Après la guerre de 1967, la municipalité a voulu repousser les frontières de la ville, pour qu’elle puisse s’étendre géographiquement et se développer économiquement, tout en consolidant l’acquis territorial. « Beit Hanina et Shuafat ont d’abord été rattachés à la ville, afin que l’aéroport d’Atarot fasse partie de Jérusalem », explique Reiter. « L’objectif était de pouvoir en faire l’aéroport international de Jérusalem. Comme nous le savons, ce projet est tombé à l’eau. E-Tur a été rattachée à Jérusalem, afin de nous assurer le contrôle du versant oriental de la vallée du Jourdain. Quant au village d’Isawiya, il est venu s’ajouter à la ville suite à l’accord de Rhodes*, et aujourd’hui ses résidents souffrent de privations sévères et d’un manque d’infrastructures criant, et ce quartier est le théâtre de violences récurrentes. Les forces de sécurité israéliennes ne s’aventurent même plus à l’intérieur de cette zone. « 

Fin 2015, Haim Ramon et le Conseil national de sécurité ont élaboré un plan, visant à parvenir à un retrait unilatéral de la plus grande partie de Jérusalem-Est, afin qu’elle fasse partie intégrante de la zone B. A l’exception de Silwan, la vieille ville, ainsi que du Mont des Oliviers, restant sous contrôle israélien, l’administration civile de ces autres quartiers devaient être transférée à l’Autorité palestinienne, qui aurait eu la responsabilité d’assurer son bon fonctionnement. Dans ce cas, le rôle de la Force de Défense Israélienne se limiterait aux questions de sécurité. Selon ce plan, les résidents juifs ne seraient pas expulsés, mais autorisés à continuer à vivre dans ces quartiers.
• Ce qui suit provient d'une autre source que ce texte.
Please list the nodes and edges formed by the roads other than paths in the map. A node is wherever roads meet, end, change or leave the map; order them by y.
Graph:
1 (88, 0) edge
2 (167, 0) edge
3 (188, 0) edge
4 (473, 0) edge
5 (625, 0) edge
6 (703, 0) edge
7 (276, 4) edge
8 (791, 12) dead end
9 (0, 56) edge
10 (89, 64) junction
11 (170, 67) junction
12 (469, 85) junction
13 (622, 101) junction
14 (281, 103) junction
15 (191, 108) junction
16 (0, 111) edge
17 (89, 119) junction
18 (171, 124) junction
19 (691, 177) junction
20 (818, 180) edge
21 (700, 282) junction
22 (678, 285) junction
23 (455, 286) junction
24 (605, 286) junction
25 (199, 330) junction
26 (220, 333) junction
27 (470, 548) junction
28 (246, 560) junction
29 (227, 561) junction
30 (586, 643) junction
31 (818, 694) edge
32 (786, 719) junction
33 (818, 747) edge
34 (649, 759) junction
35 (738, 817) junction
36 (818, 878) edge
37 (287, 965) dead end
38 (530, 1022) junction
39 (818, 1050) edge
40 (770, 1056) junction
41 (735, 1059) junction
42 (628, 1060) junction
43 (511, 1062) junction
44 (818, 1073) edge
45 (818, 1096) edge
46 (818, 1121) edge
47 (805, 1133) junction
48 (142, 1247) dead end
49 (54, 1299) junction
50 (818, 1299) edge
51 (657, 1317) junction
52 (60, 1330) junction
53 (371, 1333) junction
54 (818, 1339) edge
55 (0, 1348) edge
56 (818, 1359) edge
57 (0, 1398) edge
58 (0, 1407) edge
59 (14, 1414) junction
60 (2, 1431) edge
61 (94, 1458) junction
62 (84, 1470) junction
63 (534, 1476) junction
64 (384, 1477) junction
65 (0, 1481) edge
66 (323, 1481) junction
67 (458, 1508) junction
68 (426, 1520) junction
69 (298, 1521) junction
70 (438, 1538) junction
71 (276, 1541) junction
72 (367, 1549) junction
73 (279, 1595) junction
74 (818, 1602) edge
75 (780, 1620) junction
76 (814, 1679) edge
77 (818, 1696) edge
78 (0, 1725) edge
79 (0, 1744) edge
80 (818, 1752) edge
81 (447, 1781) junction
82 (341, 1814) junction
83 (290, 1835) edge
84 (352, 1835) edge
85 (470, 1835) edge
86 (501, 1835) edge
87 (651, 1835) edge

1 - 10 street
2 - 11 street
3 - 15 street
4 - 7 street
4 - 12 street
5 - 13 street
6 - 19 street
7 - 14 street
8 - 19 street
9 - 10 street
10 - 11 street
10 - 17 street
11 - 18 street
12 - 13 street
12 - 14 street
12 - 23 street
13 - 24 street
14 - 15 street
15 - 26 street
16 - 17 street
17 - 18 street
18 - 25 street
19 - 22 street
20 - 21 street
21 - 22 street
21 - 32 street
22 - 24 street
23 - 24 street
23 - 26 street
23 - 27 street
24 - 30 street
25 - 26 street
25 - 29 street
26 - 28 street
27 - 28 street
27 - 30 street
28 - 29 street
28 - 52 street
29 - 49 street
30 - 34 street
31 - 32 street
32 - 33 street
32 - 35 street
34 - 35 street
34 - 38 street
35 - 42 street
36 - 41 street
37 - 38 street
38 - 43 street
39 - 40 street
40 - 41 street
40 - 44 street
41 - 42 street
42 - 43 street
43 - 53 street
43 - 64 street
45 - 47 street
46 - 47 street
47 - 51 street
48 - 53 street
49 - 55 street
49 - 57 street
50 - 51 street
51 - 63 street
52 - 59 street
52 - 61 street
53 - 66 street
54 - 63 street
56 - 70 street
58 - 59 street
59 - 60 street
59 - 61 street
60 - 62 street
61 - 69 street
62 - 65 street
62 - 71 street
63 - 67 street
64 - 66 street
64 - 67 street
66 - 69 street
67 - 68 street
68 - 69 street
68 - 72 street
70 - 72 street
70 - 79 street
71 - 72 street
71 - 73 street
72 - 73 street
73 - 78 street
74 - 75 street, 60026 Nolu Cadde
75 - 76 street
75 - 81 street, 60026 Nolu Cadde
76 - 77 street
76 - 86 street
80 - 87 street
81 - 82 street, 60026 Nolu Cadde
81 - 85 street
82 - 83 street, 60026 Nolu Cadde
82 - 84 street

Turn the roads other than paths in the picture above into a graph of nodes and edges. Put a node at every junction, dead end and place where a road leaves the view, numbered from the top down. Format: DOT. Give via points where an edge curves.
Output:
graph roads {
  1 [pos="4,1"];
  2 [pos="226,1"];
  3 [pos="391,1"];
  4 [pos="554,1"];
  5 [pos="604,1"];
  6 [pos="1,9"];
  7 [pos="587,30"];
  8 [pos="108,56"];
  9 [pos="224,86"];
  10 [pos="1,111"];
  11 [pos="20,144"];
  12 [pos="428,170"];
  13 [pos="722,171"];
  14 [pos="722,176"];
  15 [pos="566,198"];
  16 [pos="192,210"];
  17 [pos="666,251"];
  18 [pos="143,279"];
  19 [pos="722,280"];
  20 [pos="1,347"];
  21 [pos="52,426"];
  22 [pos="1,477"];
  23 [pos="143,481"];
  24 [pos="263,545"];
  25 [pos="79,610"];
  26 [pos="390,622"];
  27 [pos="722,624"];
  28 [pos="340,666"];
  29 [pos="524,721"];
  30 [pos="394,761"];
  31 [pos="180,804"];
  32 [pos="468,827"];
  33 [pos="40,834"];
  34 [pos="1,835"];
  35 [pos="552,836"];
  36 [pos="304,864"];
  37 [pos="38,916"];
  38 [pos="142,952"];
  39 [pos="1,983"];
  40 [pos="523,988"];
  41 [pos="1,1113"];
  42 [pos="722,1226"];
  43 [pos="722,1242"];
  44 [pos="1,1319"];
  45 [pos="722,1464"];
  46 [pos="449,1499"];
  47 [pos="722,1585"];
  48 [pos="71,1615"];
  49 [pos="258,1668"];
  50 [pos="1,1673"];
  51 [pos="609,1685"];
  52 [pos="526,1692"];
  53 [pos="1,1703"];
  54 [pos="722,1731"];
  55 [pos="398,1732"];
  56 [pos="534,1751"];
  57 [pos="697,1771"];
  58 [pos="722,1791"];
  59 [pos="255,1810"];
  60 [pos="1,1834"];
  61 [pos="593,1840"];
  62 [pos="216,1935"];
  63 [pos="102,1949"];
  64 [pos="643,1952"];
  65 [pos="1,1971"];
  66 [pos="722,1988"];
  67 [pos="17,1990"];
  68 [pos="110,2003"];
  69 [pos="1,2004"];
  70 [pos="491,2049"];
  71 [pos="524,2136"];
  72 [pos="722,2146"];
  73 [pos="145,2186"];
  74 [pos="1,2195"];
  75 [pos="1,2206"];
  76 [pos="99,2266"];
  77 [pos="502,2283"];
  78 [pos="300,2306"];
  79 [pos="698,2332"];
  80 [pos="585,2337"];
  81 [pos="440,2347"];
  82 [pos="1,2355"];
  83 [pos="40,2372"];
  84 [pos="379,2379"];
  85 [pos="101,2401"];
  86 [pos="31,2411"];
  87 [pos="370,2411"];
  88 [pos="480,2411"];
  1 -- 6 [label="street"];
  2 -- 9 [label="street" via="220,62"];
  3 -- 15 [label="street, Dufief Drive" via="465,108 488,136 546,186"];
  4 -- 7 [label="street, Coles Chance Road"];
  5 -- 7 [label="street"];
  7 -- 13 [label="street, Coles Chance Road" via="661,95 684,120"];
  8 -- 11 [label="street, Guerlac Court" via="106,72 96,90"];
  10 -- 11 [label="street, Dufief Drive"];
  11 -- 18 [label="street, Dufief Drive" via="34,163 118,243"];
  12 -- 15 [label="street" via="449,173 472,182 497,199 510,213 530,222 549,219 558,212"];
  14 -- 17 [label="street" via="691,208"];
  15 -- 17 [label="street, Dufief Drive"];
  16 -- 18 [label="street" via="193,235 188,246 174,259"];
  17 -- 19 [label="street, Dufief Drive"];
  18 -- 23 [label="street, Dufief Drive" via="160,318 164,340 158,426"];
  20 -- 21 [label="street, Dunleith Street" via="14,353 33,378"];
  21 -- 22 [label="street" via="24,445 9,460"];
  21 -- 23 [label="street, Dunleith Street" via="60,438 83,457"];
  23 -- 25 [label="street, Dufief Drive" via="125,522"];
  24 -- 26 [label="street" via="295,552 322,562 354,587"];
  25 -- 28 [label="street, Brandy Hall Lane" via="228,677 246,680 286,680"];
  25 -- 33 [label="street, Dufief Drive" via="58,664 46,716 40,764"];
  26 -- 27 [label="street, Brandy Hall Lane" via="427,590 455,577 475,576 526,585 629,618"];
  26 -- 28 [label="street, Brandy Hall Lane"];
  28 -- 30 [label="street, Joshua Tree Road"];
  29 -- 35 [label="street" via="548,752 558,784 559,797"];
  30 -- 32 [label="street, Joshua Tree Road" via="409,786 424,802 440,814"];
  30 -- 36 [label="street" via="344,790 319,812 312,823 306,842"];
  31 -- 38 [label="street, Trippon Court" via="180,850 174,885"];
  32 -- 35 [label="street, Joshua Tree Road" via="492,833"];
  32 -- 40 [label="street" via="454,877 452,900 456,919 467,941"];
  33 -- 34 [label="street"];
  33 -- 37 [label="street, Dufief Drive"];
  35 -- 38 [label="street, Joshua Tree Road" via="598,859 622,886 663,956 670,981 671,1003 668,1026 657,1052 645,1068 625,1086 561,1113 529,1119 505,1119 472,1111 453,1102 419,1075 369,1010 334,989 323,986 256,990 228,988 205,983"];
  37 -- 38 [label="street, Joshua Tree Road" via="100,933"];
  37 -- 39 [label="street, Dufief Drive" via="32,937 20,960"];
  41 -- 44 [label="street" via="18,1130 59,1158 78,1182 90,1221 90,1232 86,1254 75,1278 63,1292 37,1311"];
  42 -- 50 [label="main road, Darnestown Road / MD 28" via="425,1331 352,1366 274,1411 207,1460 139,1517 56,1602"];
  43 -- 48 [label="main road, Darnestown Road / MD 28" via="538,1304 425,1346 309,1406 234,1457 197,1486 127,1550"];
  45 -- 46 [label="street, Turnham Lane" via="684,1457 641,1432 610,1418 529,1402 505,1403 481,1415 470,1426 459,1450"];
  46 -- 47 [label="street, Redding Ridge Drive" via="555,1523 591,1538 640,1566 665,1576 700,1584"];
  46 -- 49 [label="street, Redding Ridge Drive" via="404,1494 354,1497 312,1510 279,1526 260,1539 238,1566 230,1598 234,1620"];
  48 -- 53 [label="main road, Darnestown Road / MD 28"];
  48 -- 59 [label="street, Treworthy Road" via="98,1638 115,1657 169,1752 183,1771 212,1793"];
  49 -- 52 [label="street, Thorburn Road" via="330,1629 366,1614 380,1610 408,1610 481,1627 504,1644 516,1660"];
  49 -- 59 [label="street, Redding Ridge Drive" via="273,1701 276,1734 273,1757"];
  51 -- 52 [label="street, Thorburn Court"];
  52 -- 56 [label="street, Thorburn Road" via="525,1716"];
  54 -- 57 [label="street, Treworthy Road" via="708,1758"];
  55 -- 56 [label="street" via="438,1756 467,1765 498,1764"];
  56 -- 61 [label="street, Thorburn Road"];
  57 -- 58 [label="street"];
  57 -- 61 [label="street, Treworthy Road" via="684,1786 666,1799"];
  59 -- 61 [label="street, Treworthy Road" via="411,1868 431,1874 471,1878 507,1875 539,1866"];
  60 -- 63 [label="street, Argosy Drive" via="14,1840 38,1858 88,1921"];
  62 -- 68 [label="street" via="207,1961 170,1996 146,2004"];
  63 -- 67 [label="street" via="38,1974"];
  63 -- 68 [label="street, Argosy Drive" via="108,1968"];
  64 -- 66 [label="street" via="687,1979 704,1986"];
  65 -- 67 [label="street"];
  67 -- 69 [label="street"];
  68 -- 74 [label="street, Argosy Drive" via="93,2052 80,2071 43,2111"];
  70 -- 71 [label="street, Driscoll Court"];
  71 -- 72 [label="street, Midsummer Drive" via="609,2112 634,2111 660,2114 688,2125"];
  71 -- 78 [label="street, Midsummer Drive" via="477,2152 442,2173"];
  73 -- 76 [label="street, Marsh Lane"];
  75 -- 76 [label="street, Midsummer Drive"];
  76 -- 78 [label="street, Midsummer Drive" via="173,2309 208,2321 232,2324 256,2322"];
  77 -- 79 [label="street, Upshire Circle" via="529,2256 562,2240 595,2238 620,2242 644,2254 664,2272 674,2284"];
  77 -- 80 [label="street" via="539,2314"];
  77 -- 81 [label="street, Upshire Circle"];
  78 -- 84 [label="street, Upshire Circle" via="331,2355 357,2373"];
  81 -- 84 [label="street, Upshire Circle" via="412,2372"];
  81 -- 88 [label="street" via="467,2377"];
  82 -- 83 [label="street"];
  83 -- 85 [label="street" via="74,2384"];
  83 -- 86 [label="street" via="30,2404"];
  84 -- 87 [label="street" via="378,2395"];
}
Problèmes objectifs et subjectifs

Reiter divise les problèmes en deux catégories: les problèmes subjectifs, auxquels le gouvernement peut apporter des solutions afin d’améliorer, voire régler la situation, et les problèmes objectifs.

Les piètres infrastructures figurent en tête de liste des problèmes subjectifs. «Dans certains quartiers, seule la route principale est pavée correctement et dispose de trottoirs», dit Reiter.  » Les problèmes de voierie sont multiples, il n’y a ni trottoirs, ni panneaux de signalisation et on peut se garer nulle part. Ce qui n’empêche pas les contredanses, parce que c’est toujours interdit de se garer dans pas mal d’endroits.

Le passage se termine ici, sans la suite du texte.